─── Records provided ───
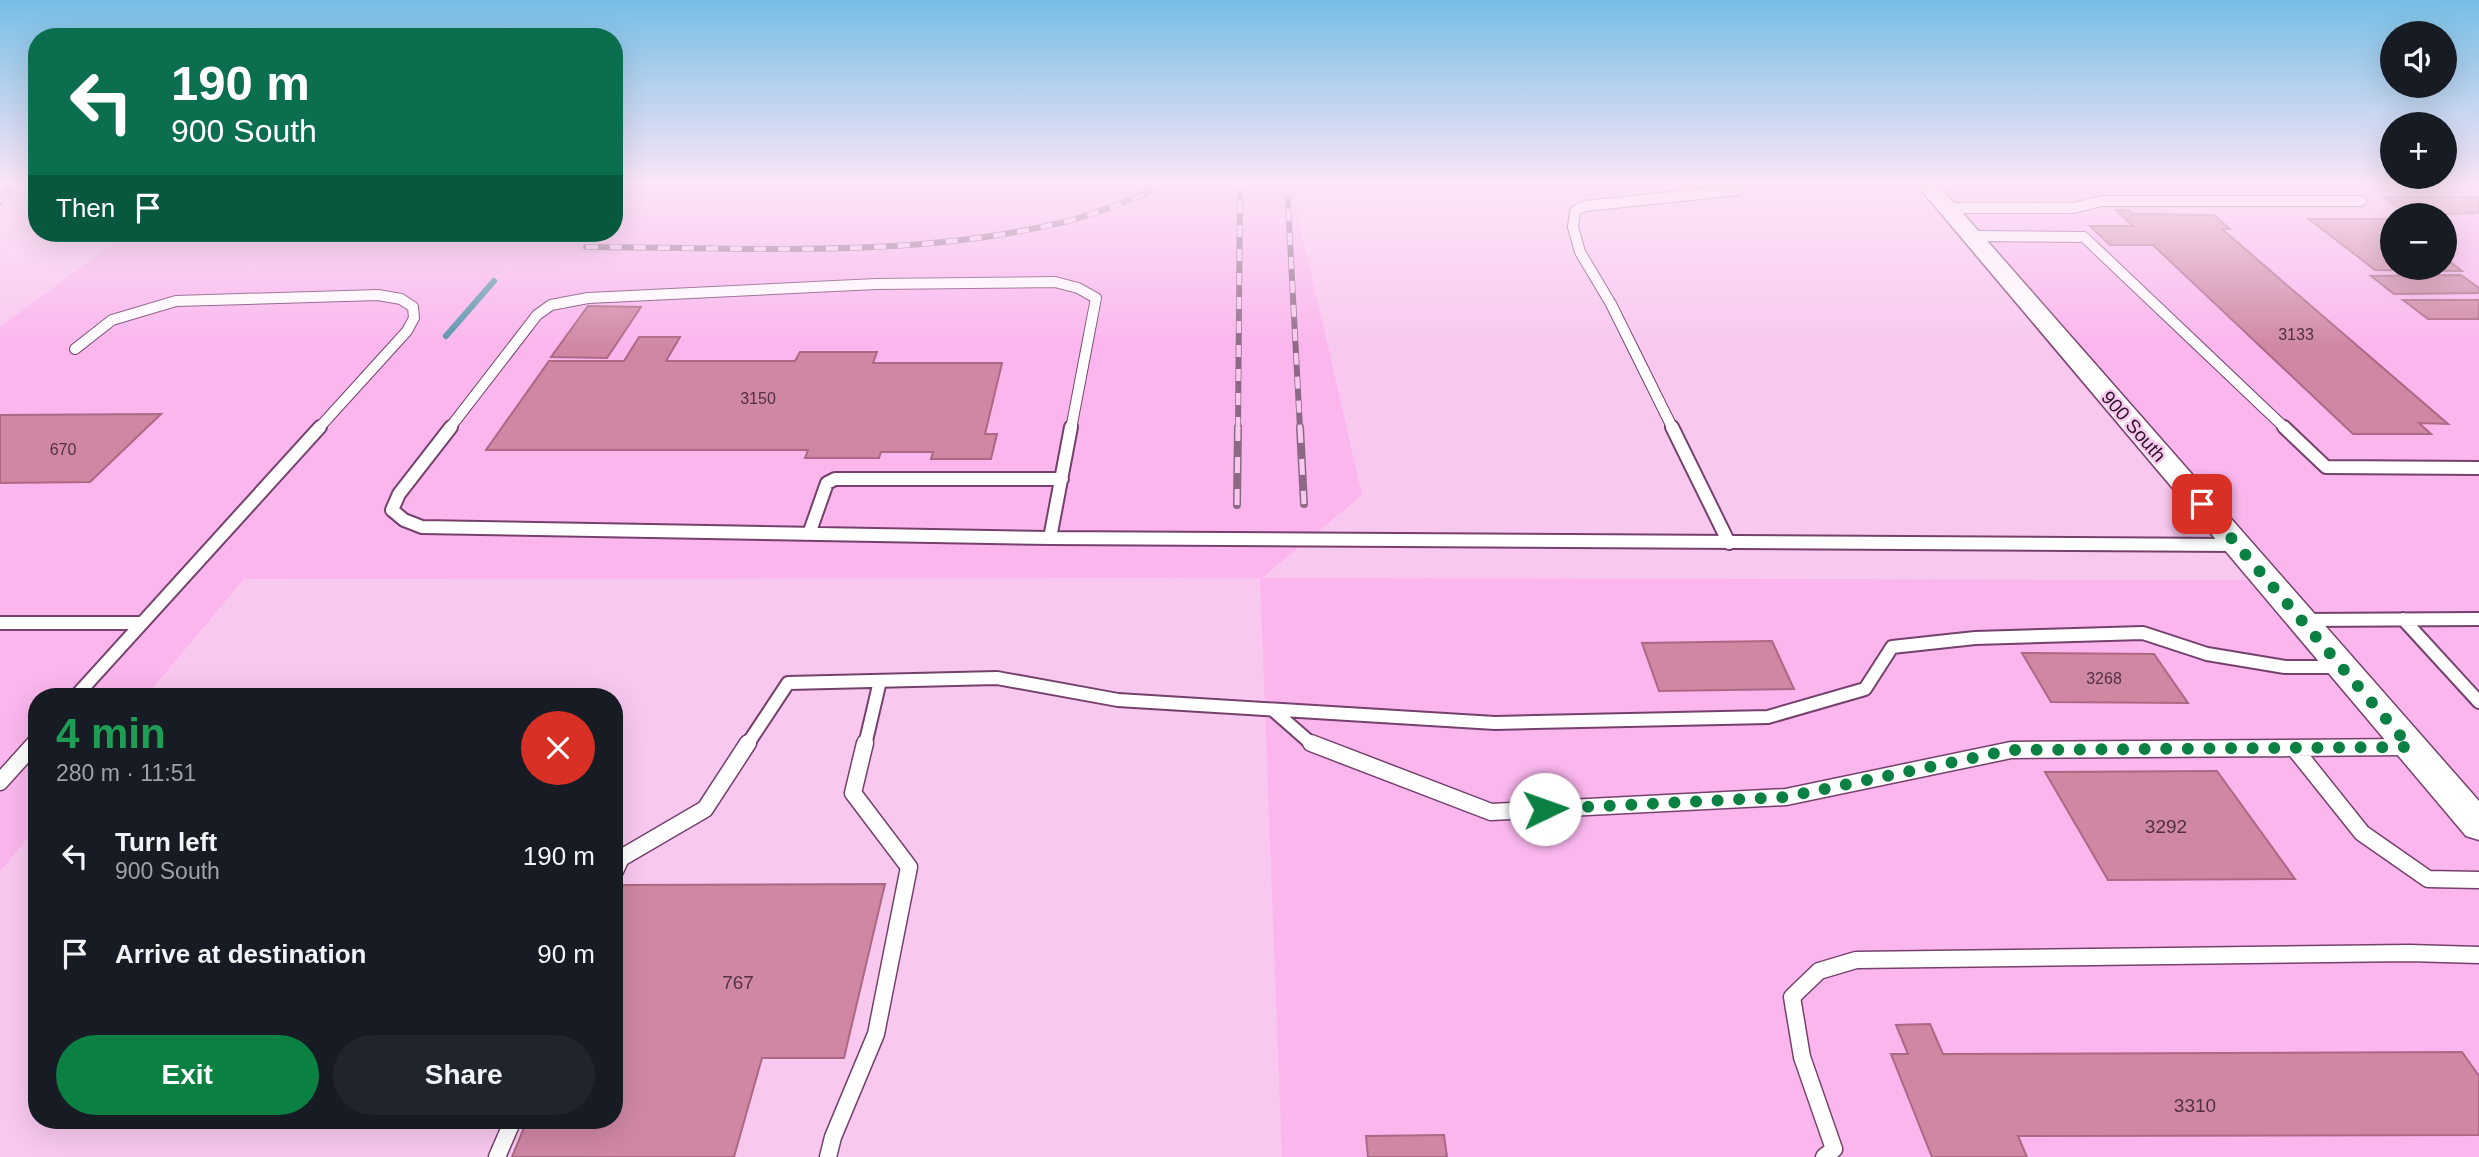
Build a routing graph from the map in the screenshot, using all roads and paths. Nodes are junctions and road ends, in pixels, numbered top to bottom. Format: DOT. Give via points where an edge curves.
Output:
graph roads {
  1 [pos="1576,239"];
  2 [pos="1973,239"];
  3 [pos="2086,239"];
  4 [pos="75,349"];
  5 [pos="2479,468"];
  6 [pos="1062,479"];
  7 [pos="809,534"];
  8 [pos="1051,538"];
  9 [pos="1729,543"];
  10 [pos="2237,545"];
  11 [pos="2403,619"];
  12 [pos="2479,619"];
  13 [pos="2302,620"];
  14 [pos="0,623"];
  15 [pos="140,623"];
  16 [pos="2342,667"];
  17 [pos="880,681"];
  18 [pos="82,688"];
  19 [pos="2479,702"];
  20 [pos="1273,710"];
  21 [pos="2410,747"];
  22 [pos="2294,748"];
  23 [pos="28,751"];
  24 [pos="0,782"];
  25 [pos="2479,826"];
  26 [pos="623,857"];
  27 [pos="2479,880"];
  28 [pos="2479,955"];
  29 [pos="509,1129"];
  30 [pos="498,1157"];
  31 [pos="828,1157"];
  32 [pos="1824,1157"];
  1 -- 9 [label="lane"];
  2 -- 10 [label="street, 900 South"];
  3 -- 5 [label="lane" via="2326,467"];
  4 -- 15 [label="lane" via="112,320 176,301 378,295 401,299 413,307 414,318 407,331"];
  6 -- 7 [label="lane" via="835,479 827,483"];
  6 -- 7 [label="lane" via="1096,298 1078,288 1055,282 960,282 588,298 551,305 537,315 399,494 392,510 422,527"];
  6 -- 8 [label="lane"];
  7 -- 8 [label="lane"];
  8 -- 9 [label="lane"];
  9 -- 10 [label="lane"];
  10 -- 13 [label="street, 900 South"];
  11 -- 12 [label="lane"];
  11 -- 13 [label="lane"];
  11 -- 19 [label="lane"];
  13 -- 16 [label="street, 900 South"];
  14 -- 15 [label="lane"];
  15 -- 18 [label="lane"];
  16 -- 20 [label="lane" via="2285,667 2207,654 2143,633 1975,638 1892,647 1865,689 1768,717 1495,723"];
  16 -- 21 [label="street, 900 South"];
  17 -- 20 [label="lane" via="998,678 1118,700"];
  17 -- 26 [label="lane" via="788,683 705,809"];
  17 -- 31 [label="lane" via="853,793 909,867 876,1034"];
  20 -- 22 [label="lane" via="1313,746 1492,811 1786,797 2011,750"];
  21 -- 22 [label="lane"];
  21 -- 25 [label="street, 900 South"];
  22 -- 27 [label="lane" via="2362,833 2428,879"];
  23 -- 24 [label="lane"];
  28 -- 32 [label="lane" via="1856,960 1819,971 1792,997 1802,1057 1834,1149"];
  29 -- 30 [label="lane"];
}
───
- Assigned task:
Your copy of the material above should be exact and free of pictures.

- Response:
Build a routing graph from the map in the screenshot, using all roads and paths. Nodes are junctions and road ends, in pixels, numbered top to bottom. Format: DOT. Give via points where an edge curves.
Output:
graph roads {
  1 [pos="1576,239"];
  2 [pos="1973,239"];
  3 [pos="2086,239"];
  4 [pos="75,349"];
  5 [pos="2479,468"];
  6 [pos="1062,479"];
  7 [pos="809,534"];
  8 [pos="1051,538"];
  9 [pos="1729,543"];
  10 [pos="2237,545"];
  11 [pos="2403,619"];
  12 [pos="2479,619"];
  13 [pos="2302,620"];
  14 [pos="0,623"];
  15 [pos="140,623"];
  16 [pos="2342,667"];
  17 [pos="880,681"];
  18 [pos="82,688"];
  19 [pos="2479,702"];
  20 [pos="1273,710"];
  21 [pos="2410,747"];
  22 [pos="2294,748"];
  23 [pos="28,751"];
  24 [pos="0,782"];
  25 [pos="2479,826"];
  26 [pos="623,857"];
  27 [pos="2479,880"];
  28 [pos="2479,955"];
  29 [pos="509,1129"];
  30 [pos="498,1157"];
  31 [pos="828,1157"];
  32 [pos="1824,1157"];
  1 -- 9 [label="lane"];
  2 -- 10 [label="street, 900 South"];
  3 -- 5 [label="lane" via="2326,467"];
  4 -- 15 [label="lane" via="112,320 176,301 378,295 401,299 413,307 414,318 407,331"];
  6 -- 7 [label="lane" via="835,479 827,483"];
  6 -- 7 [label="lane" via="1096,298 1078,288 1055,282 960,282 588,298 551,305 537,315 399,494 392,510 422,527"];
  6 -- 8 [label="lane"];
  7 -- 8 [label="lane"];
  8 -- 9 [label="lane"];
  9 -- 10 [label="lane"];
  10 -- 13 [label="street, 900 South"];
  11 -- 12 [label="lane"];
  11 -- 13 [label="lane"];
  11 -- 19 [label="lane"];
  13 -- 16 [label="street, 900 South"];
  14 -- 15 [label="lane"];
  15 -- 18 [label="lane"];
  16 -- 20 [label="lane" via="2285,667 2207,654 2143,633 1975,638 1892,647 1865,689 1768,717 1495,723"];
  16 -- 21 [label="street, 900 South"];
  17 -- 20 [label="lane" via="998,678 1118,700"];
  17 -- 26 [label="lane" via="788,683 705,809"];
  17 -- 31 [label="lane" via="853,793 909,867 876,1034"];
  20 -- 22 [label="lane" via="1313,746 1492,811 1786,797 2011,750"];
  21 -- 22 [label="lane"];
  21 -- 25 [label="street, 900 South"];
  22 -- 27 [label="lane" via="2362,833 2428,879"];
  23 -- 24 [label="lane"];
  28 -- 32 [label="lane" via="1856,960 1819,971 1792,997 1802,1057 1834,1149"];
  29 -- 30 [label="lane"];
}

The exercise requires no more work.